The former Daily Townsman reporter took three days to hike the canyon, starting from the forested North Rim at 8,200 feet and hiking approximately 25 miles down and up again to gain the South Rim at 7,000 feet. Along the way, he met extreme runners who were doing the rim-to-rim trip in one very long day, a dangerous practice strongly advised against by park management. "They're welcome to do it. But I was there to take pictures and enjoy the scenery," says Warner.

And what unforgettable scenery it is, he says. "I'll never forget the red and ochre cliffs towering like stone temples above the trail or the gigantic buttes and mesas that are like mountains themselves rising from the canyon floor and the grey limestone walls of the inner canyon sloping down to the rushing green river.
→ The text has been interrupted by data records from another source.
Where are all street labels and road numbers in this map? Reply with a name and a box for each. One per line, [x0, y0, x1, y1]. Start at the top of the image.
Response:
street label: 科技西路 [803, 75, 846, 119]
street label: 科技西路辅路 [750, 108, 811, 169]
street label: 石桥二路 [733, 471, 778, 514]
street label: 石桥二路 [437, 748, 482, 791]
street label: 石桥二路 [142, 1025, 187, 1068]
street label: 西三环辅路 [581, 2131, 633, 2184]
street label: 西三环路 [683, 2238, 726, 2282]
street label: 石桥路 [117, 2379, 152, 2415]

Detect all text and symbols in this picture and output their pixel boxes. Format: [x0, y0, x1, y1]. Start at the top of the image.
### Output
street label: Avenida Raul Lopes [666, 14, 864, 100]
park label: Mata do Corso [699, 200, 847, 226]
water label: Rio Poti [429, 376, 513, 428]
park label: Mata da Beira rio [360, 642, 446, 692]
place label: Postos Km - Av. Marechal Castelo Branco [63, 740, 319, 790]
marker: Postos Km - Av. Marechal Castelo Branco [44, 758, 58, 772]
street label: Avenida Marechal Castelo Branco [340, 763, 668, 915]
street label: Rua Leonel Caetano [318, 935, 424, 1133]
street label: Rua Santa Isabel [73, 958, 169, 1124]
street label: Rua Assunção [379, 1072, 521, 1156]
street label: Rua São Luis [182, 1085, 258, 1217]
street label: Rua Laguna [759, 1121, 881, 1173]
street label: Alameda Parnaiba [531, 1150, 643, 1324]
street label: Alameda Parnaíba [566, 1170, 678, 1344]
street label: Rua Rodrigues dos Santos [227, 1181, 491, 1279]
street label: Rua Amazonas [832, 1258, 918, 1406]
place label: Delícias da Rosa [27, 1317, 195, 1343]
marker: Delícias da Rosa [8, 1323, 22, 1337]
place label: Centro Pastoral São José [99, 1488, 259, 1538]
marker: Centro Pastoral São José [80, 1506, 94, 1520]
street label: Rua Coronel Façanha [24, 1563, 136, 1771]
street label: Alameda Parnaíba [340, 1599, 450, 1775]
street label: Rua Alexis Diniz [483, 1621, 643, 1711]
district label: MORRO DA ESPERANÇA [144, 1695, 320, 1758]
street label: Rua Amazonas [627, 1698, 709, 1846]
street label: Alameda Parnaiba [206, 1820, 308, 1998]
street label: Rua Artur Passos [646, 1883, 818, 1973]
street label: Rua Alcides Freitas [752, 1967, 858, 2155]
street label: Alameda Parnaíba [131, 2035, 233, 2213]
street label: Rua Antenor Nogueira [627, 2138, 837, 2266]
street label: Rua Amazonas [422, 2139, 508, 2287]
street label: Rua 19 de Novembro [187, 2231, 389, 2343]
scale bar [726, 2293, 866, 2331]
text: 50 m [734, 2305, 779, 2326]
It's a humbling experience."

Warner also got a taste of the danger the Grand Canyon offers to anyone that drops below its rocky rim. Missing a sign on the canyon floor, he took a shorter but steeper trail and ran out of water before he made it to the top. Fortunately he didn't need as much water because it was a cool, late autumn day. Other hikers that have done the same thing in the searing heat of summer when temperatures climb above 45 C (120 F) haven't been so lucky. More than 250 helicopter rescues take place every climbing season in the Grand Canyon.

Despite the busy Christmas season, people are advised to come early to the show which will take place in Lecture Theatre #250 with limited seating.  And the funds raised help the library build its collection, including travel books on famous world places like the Grand Canyon.